XXIV. Что же дальше? Тяжелая и необычная болезнь постигла самодержца. Все тело его вдруг подверглось гниению и порче, аппетит исчез, сон быстро отлетел, и все дурное на него наваливалось: жесткость нрава, неуживчивость характера, приступы гнева, ненависти и раздражения, ранее ему неизвестные. Человек с ранней юности общительный, он стал тогда недоступным и замкнутым. Улыбка покинула его вместе с обаянием души и приятностью нрава, он никому не верил и сам не внушал доверия, подозревал и вызывал подозрение. Широтой натуры он уже больше не отличался, стал скуп на денежные раздачи, раздражался от каждой просьбы и приходил в гнев от всякого слова жалобы. В то же время, несмотря на тяжкие телесные страдания, он не забывал об обязанностях и не пренебрегал царскими процессиями – напротив, облачался в шитые золотом одежды, надевал на себя другие украшения, словно взваливал груз на немощное тело, но во дворец после этого возвращался с трудом и чувствовал себя потом еще хуже.

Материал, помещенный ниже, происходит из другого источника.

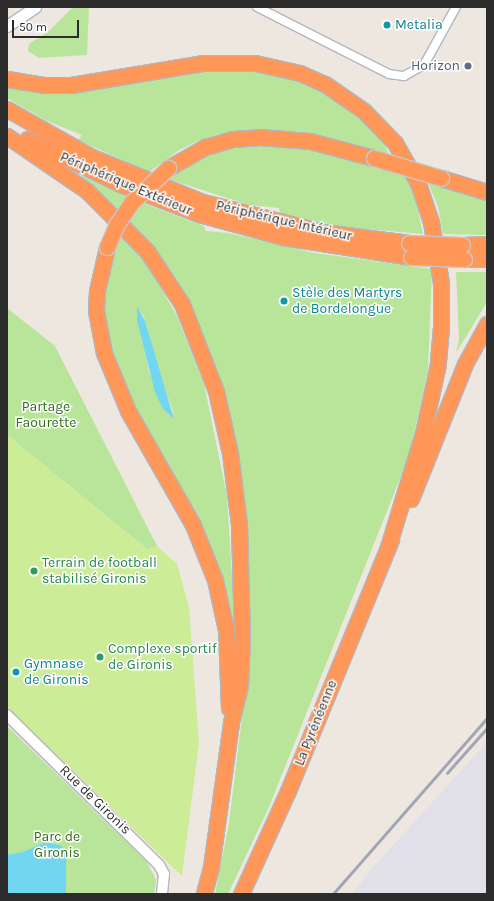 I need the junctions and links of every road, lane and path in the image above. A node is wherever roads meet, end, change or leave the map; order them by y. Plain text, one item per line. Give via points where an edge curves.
1 (257, 7) edge
2 (456, 7) edge
3 (32, 9) edge
4 (7, 26) edge
5 (7, 79) edge
6 (7, 109) edge
7 (7, 129) edge
8 (7, 136) edge
9 (487, 192) edge
10 (487, 244) edge
11 (410, 250) junction
12 (463, 252) junction
13 (487, 259) edge
14 (487, 324) edge
15 (387, 550) junction
16 (7, 715) edge
17 (231, 723) junction
18 (162, 894) edge
19 (204, 894) edge
20 (241, 894) edge

1 - 2 street via 389,74 404,76 424,65
3 - 4 main road
5 - 15 highway via 44,85 71,85 202,63 255,63 300,73 325,84 364,111 395,143 418,183 431,222 441,282 441,327 438,364 423,433
6 - 11 highway, Périphérique Intérieur via 92,158 203,202 323,232
7 - 11 highway, Périphérique Extérieur via 120,184 199,214 291,239
8 - 17 highway via 67,176 130,231 171,284 204,356 230,453 240,530 243,604 241,665
9 - 17 highway, bridge via 310,141 260,137 233,139 205,147 168,168 147,185 125,212 107,247 97,291 96,311 104,354 128,411 194,525 216,580 226,630
10 - 12 highway, Périphérique Intérieur
11 - 12 highway, Périphérique Intérieur, bridge
12 - 13 highway
14 - 15 highway via 465,364 421,476
15 - 20 highway, La Pyrénéenne via 288,791
16 - 18 street, Rue de Gironis via 159,865 164,874
17 - 19 highway via 211,867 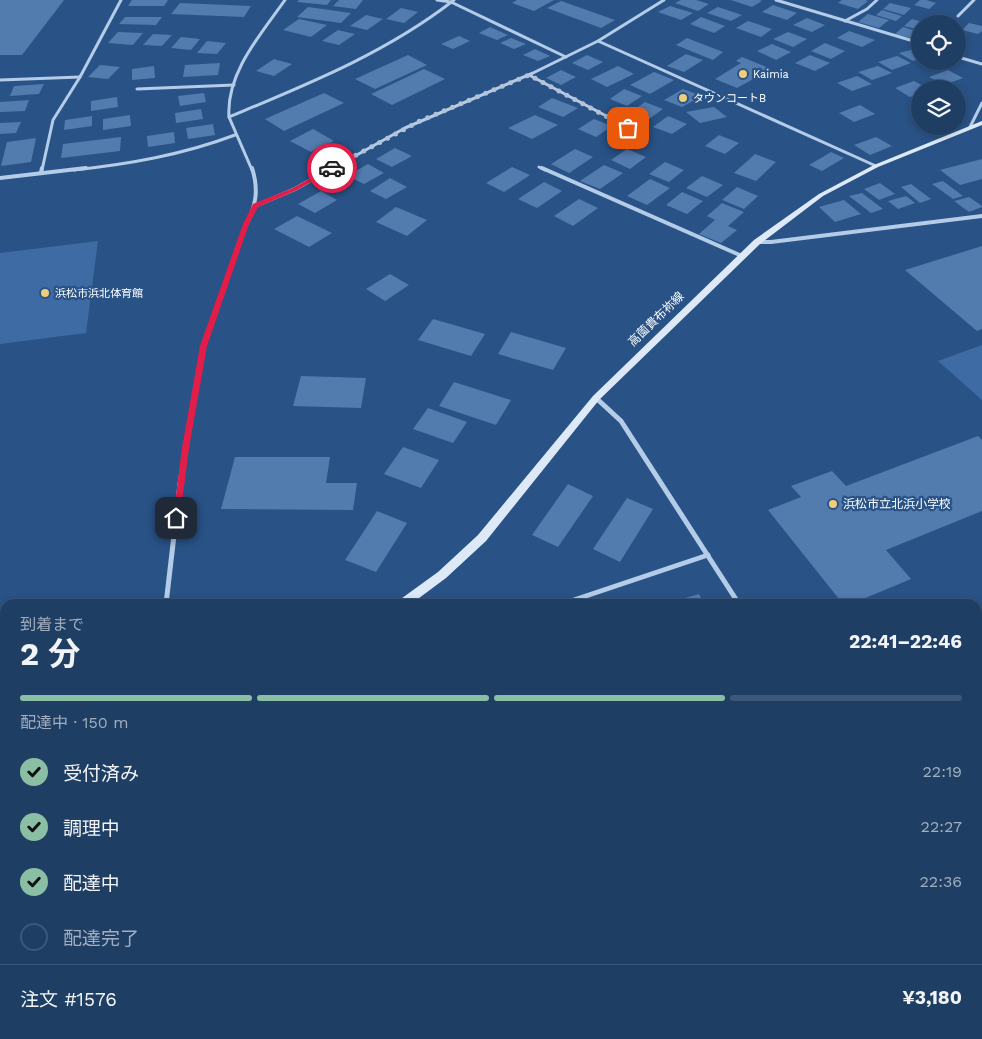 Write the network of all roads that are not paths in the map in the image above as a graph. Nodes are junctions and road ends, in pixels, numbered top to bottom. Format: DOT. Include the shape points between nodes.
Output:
graph roads {
  1 [pos="121,0"];
  2 [pos="285,0"];
  3 [pos="437,0"];
  4 [pos="664,0"];
  5 [pos="776,0"];
  6 [pos="877,0"];
  7 [pos="974,0"];
  8 [pos="452,1"];
  9 [pos="959,15"];
  10 [pos="846,21"];
  11 [pos="911,40"];
  12 [pos="598,41"];
  13 [pos="566,57"];
  14 [pos="966,59"];
  15 [pos="982,64"];
  16 [pos="529,75"];
  17 [pos="80,78"];
  18 [pos="0,80"];
  19 [pos="234,85"];
  20 [pos="137,89"];
  21 [pos="982,103"];
  22 [pos="229,117"];
  23 [pos="982,123"];
  24 [pos="970,127"];
  25 [pos="235,135"];
  26 [pos="644,136"];
  27 [pos="876,166"];
  28 [pos="539,168"];
  29 [pos="41,172"];
  30 [pos="0,178"];
  31 [pos="255,206"];
  32 [pos="982,216"];
  33 [pos="757,242"];
  34 [pos="742,256"];
  35 [pos="596,398"];
  36 [pos="708,555"];
  37 [pos="167,599"];
  38 [pos="409,599"];
  39 [pos="577,599"];
  40 [pos="736,599"];
  1 -- 17 [label="street"];
  2 -- 19 [label="street" via="254,42"];
  3 -- 8 [label="street"];
  4 -- 12 [label="street"];
  5 -- 10 [label="street"];
  6 -- 10 [label="street"];
  7 -- 9 [label="street"];
  8 -- 13 [label="street"];
  8 -- 22 [label="street" via="397,41 315,82"];
  10 -- 11 [label="street"];
  12 -- 13 [label="street"];
  12 -- 27 [label="street"];
  13 -- 16 [label="street"];
  14 -- 15 [label="street"];
  16 -- 26 [label="street"];
  16 -- 31 [label="street" via="413,125 295,189"];
  17 -- 18 [label="street"];
  17 -- 29 [label="street" via="53,120"];
  19 -- 20 [label="street"];
  19 -- 22 [label="street" via="227,106"];
  21 -- 24 [label="street"];
  22 -- 25 [label="street"];
  23 -- 24 [label="main road, 高薗貴布祢線"];
  24 -- 27 [label="main road, 高薗貴布祢線"];
  25 -- 29 [label="street" via="208,147 137,163"];
  25 -- 31 [label="street" via="254,176"];
  27 -- 33 [label="main road, 高薗貴布祢線" via="821,195"];
  28 -- 34 [label="street"];
  29 -- 30 [label="street"];
  31 -- 37 [label="street" via="203,346 180,484"];
  32 -- 33 [label="street"];
  33 -- 34 [label="main road, 高薗貴布祢線"];
  34 -- 35 [label="main road, 高薗貴布祢線"];
  35 -- 36 [label="street" via="621,421"];
  35 -- 38 [label="main road, 高薗貴布祢線" via="482,538 442,575"];
  36 -- 39 [label="street"];
  36 -- 40 [label="street"];
} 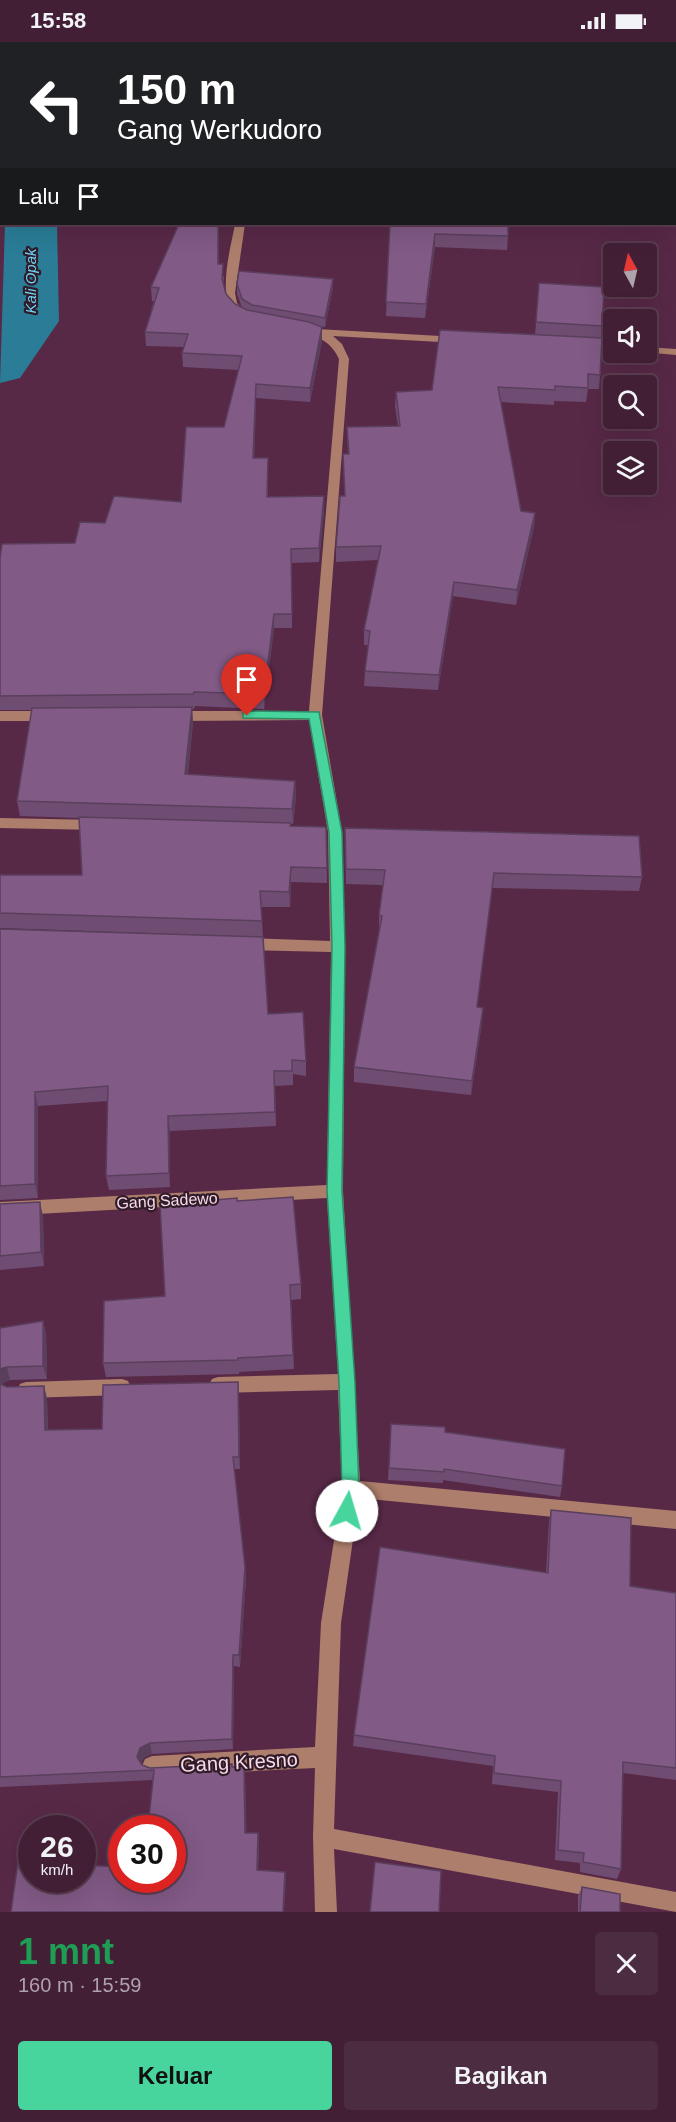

XXV. Я (в то время мне не было и шестнадцати) нередко видел его в таком виде во время процессий – царь мало чем отличался от мертвого: все лицо его было распухшим, цветом не лучше, чем у пролежавшего три дня покойника, он часто дышал и останавливался, не пройдя и нескольких шагов, волосы свисали с его головы, как у трупа, редкая прядь в беспорядке спускалась на лоб, колеблясь, видимо, от его дыхания. В то время как другие уже потеряли надежды, сам он не отчаивался, вверял себя искусству врачей и у них искал спасения.

Смерть царя

XXVI. Я не могу сказать, причинила ли какое-либо зло императору сама любовная пара и их сообщники, так как не склонен обвинять, если не располагаю точными сведениями; остальные, однако, согласны в том, что они сначала одурманили императора снадобьями, а потом подмешивали ему в пищу и черемицу[23]. Ничего больше сейчас не буду говорить по этому поводу, кроме того, что именно они стали причиной его смерти. Так обстояли дела, и император совершал приготовления к нашему общему воскресению и собирался на следующий день выйти на народное празднество[24]. Еще до рассвета он отправился в одну из бань, расположенных неподалеку от царских покоев, при этом его никто не вел за руку, и ничто не предвещало близкой смерти – он бодро шел, чтобы умастить, умыть и специальными средствами очистить свое тело. Войдя в купальню, он прежде всего вымыл голову, потом смочил водой тело, и, поскольку дышалось ему легко, вступил в вырытый посредине бассейн. Сначала он с удовольствием окунулся и легко поплыл, с наслаждением выдыхая воздух и освежаясь, затем в воду зашли и некоторые из сопровождающих, чтобы поддержать и дать отдохнуть императору – таково было его распоряжение. Совершили ли они какое-нибудь насилие над ним, точно сказать не могу, но те, кто связывает это со всем случившимся, утверждают, что, когда самодержец по своей привычке опустил голову под воду, они сдавили ему шею и довольно долго держали его в таком положении, а потом отпустили и ушли. Оставшийся внутри воздух, придав легкость членам, как пробку, вытолкнул из воды почти бездыханное тело, и оно, бесчувственное, вынырнуло на поверхность. Немного придя в себя, царь понял, в какой беде очутился, и протянул руку, ища поддержки и помощи. Кто-то пожалел его в несчастье, обхватил руками, вытащил из воды и в этом жалком виде водрузил на ложе. На поднявшийся тут крик сбежались люди, среди них императрица без свиты, с выражением глубокой печали на лице. Едва взглянув на мужа, она тотчас ушла, удостоверившись по его виду в близкой кончине. А он, глубоко и горестно вздохнув, посмотрел по сторонам и, не в силах вымолвить ни слова, видом своим и движением головы постарался выразить волю души. Но никто ничего не мог понять, и он, закрыв глаза, задышал все чаще. Затем рот его неожиданно широко раскрылся, и оттуда вылилась темная, вязкая жидкость, после этого он еще раз или два вздохнул и расстался с жизнью[33].